殺風景な森林地帯と、BGM代わりに絶え間なく響いてくる悲鳴とも叫びとも思えない奇声。息を吸い込む度に心臓が押し潰されそうな圧迫感が全身に走る。睡魔は既に消えていた。
知ってる。もう数年も前のことなのにーーここにいた頃の記憶は鮮明に、今でも昨日のことのように思い出せる。空も、右も左も、広がっているのは色のない白黒の景色。
人の気配など皆無、あるのは怪物特有の咽せ返りそうな重たい気配。人間の重ねてきた文明社会から完全に逸脱した、こんな場所は一つしかない。神が食欲旺盛なペットを隔離するために作った牢獄、地獄と天国の狭間にある場所──ここは、
「『煉獄』か……マジかよ……」
死んだ怪物の行き着く墓場。森や廃墟で遭難した程度で迷い込める場所じゃないが、この景色、この肌に張り付いてくる空気は間違いなく……俺がかつて道連れにされたあの──煉国。
キャスとディーンと迷い込んだ、あの純粋な世界。立ち上がった俺の足が踏みしめているのは、気が遠くなる時間走り回ったあの荒れ果てた地面。
俺はさっきのさっきまで、眠りに入るまでは日本の男子寮にいた。それがどうして……嫌な現実を受け入れるのは苦手じゃないがそれにしても……いや、ここが煉獄なら考えることは1つだけだ、余計なことを考えてたら餌になる……愚痴を吐くことも原因を考えることもできなくなる。

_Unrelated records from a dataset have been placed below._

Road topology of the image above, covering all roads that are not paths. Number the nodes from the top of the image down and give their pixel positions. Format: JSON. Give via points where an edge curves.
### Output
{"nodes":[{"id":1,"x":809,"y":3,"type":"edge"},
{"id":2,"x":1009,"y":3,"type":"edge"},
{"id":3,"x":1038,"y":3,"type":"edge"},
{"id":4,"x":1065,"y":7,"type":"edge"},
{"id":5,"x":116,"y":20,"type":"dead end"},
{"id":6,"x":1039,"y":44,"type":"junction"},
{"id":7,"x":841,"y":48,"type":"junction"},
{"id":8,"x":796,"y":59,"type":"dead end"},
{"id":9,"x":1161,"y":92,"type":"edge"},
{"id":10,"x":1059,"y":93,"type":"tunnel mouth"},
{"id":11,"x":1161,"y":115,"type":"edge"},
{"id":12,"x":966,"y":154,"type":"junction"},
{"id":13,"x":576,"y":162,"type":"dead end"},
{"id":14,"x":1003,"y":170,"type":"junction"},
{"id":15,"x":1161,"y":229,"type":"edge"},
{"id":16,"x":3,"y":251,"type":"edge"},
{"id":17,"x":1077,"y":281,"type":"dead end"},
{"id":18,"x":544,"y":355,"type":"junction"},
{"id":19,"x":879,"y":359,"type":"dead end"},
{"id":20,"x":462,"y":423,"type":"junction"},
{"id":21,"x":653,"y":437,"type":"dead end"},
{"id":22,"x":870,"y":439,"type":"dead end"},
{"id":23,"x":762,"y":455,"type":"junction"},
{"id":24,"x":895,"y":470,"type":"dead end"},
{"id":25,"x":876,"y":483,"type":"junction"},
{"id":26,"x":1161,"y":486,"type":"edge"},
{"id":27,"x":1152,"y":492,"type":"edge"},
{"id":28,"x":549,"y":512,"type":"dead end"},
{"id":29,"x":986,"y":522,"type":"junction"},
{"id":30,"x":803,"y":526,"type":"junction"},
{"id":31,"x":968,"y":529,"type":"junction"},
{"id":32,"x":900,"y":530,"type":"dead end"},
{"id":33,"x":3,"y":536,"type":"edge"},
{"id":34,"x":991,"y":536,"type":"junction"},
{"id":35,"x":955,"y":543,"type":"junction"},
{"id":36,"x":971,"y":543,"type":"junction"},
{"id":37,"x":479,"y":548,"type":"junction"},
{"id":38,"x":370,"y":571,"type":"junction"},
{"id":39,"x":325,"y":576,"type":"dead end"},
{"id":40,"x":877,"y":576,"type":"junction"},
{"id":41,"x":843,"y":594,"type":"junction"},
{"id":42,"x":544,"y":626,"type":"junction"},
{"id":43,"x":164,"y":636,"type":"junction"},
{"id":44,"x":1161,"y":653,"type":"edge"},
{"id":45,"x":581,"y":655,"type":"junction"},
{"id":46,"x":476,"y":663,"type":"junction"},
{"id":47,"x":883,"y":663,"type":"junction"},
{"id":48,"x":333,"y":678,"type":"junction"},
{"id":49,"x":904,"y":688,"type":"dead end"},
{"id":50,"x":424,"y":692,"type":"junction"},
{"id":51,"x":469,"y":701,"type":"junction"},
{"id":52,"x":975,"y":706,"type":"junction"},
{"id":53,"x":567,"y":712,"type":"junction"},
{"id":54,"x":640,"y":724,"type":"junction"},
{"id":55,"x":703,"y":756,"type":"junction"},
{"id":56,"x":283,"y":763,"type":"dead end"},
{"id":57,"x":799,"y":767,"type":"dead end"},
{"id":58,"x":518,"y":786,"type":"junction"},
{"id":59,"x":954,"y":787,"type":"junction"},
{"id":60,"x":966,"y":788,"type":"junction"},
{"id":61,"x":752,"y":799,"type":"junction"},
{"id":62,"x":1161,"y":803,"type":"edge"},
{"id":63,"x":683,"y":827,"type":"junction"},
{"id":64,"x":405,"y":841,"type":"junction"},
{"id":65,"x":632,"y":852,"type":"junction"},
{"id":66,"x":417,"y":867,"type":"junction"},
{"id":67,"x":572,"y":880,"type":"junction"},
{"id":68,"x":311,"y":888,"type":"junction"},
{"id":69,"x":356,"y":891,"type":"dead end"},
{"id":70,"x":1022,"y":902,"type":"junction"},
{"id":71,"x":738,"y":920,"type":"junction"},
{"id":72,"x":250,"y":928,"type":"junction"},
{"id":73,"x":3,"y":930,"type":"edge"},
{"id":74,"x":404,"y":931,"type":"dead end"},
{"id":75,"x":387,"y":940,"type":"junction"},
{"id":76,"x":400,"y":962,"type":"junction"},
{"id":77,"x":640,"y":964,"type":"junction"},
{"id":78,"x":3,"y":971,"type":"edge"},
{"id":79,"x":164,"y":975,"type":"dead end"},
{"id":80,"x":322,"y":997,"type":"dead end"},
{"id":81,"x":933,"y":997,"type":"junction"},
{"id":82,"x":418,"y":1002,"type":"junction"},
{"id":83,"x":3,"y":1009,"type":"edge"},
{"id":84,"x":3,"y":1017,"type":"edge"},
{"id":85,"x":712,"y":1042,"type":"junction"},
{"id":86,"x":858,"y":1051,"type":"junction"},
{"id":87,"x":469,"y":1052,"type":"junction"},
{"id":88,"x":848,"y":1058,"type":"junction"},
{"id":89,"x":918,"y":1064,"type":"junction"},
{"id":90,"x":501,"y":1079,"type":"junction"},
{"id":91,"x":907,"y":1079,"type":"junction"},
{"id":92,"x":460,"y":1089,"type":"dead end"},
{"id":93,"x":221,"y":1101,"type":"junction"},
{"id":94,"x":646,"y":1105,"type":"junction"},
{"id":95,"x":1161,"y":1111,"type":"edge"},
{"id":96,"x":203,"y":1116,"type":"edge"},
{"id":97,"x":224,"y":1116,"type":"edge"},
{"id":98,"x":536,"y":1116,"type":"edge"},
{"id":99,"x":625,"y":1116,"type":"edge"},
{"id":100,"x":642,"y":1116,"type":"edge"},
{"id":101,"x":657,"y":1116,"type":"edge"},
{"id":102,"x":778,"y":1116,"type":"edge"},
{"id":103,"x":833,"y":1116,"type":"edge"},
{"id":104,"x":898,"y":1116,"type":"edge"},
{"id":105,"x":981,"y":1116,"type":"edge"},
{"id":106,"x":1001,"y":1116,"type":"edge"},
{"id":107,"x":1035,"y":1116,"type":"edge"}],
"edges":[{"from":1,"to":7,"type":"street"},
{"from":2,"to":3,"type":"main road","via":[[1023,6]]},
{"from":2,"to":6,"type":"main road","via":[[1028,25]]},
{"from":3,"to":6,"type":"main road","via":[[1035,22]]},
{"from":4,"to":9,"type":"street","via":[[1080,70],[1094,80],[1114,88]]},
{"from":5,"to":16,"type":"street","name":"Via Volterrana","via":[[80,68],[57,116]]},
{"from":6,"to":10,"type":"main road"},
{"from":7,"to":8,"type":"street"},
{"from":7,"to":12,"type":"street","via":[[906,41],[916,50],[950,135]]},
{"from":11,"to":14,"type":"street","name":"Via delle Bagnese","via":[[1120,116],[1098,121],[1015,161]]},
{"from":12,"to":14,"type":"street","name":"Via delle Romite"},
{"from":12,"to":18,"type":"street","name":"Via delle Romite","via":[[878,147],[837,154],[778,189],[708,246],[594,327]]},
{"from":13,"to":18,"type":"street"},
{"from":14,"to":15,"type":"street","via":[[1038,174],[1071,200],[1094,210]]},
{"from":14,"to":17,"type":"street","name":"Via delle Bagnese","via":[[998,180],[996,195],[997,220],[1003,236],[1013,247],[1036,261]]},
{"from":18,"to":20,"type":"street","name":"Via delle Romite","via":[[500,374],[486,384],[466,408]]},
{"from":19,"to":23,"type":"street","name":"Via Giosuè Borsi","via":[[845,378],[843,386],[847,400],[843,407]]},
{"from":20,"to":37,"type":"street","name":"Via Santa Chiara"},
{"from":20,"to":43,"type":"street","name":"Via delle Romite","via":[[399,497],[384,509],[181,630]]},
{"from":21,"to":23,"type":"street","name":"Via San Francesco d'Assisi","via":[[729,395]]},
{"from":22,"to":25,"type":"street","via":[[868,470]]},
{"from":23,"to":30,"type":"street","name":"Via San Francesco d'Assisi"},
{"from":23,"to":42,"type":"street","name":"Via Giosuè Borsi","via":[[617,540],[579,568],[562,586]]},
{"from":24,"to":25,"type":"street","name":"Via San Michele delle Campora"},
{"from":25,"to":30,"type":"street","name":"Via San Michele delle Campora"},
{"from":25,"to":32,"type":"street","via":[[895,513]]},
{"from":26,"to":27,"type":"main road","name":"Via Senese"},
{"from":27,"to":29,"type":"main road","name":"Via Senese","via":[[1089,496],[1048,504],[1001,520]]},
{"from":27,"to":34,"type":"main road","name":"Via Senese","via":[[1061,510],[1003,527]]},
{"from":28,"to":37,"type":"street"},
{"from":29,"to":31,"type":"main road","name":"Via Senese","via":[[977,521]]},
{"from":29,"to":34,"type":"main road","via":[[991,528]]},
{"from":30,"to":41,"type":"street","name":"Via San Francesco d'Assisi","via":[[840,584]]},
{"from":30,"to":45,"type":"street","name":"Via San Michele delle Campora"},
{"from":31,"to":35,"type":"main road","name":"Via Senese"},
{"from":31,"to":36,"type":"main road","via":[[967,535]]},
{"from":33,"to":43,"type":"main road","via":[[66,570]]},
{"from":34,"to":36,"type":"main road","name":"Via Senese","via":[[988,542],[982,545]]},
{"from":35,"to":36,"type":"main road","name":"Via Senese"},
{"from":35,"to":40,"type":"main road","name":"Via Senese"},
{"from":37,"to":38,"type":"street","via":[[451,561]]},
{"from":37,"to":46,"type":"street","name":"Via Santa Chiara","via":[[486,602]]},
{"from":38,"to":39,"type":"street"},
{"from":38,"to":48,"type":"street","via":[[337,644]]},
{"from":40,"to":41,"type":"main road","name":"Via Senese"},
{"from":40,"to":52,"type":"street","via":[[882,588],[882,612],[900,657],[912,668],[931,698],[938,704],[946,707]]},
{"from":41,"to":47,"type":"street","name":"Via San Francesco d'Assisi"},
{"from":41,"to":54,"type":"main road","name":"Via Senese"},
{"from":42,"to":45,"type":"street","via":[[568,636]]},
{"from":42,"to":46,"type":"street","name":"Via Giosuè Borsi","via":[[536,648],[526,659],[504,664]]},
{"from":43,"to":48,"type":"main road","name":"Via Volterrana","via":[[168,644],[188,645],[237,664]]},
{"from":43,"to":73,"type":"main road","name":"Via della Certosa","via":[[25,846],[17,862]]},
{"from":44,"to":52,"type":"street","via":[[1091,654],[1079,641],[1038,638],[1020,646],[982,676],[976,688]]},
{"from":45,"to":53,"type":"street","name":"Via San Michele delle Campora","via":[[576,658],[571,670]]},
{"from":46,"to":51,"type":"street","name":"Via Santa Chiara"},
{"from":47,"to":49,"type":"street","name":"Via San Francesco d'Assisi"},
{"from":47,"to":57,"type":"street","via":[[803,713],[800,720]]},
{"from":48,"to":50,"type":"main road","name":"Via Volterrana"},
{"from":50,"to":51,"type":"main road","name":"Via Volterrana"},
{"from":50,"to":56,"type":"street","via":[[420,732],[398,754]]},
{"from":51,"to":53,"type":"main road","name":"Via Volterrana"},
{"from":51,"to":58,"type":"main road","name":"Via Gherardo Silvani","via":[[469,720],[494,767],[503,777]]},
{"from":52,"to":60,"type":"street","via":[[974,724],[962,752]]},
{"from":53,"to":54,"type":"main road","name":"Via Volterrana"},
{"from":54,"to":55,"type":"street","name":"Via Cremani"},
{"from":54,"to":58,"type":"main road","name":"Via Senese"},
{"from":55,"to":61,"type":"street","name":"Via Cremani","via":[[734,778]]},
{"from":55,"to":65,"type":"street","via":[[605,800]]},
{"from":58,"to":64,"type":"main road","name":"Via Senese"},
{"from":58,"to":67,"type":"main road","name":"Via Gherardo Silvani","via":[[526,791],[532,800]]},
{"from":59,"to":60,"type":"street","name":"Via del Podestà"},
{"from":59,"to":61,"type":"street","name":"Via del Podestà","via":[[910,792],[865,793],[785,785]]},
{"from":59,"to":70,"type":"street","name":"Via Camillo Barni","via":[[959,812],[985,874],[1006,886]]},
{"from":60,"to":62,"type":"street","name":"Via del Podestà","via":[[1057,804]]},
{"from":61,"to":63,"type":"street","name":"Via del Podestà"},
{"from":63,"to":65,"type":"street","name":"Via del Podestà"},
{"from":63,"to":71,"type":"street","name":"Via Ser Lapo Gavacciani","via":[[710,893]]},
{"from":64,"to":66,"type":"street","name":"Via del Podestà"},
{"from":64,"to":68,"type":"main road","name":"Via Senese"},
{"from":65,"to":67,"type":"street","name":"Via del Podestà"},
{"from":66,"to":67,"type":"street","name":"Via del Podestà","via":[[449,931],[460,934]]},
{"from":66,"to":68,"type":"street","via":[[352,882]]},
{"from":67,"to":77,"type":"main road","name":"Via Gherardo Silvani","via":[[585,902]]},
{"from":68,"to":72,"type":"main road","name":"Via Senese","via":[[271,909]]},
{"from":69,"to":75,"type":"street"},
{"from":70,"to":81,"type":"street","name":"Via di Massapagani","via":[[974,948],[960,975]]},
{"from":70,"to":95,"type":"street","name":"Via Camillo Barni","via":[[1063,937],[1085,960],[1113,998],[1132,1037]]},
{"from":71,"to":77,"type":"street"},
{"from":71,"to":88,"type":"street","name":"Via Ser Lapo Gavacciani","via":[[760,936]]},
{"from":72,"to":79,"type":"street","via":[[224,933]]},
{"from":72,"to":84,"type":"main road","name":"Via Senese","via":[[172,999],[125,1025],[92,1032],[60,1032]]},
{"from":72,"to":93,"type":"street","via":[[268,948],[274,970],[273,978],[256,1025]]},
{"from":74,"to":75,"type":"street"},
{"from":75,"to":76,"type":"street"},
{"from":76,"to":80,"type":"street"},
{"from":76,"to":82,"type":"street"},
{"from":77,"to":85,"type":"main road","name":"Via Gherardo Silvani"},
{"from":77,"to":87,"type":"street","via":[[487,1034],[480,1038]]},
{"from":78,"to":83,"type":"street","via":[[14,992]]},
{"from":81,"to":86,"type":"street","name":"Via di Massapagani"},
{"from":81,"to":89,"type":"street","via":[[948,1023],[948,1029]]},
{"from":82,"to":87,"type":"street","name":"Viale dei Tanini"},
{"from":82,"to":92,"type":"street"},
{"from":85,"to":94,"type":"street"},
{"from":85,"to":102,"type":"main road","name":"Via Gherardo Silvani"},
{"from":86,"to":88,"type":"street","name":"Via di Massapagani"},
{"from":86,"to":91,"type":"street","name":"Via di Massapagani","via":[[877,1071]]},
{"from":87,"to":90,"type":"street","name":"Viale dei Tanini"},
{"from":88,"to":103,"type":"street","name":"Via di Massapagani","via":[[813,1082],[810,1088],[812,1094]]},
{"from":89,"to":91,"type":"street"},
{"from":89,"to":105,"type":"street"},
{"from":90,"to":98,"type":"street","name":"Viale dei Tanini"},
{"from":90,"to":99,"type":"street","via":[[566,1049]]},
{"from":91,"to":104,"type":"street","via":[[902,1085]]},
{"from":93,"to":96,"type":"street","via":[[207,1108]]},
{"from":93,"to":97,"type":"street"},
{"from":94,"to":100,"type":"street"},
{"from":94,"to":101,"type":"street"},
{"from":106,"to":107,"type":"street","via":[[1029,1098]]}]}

「逃げるぞ、ヒルダ! 一ヶ所に留まったら虫みたいにすぐ集まってくるッ!」
「ま、待ちなさい……!」
なぜヒルダがいるのか、その顔は誰かに殺されてここに来たという顔じゃない。俺と同じ、理由も分からずに気が付いたらここにいた、そんなときに見せる顔。
だが、それを問い詰めるのも、俺たちがなぜこんな場所にいるかって話も全部二の次だ。あのときだって訳が分からないままこの場所に引きずり込まれた。
「二度と見たくなかったぜ……!」
黒煙が頭上を通り過ぎたとき、俺は右手で懐から元始の剣を、左手でヒルダの腕を掴み取った。
ここは連中の巣、1体が姿を見せれば次から次にわいて出る。荒れ果てた地面を走りながら、ヒルダの荒い声が届く。
「雪平っ、あれは……」
「地上では絶滅したがここにはわんさかいる。逃げるぞ、あいつは雑食も雑食だ。いくらお前でも魔臓ごと飲み込まれる……!」
共食いだって平気でやる。目に見えるものは何でも平らげるんだ。悪魔も、天使も、怪物も、人間も、命のあるものは等しく。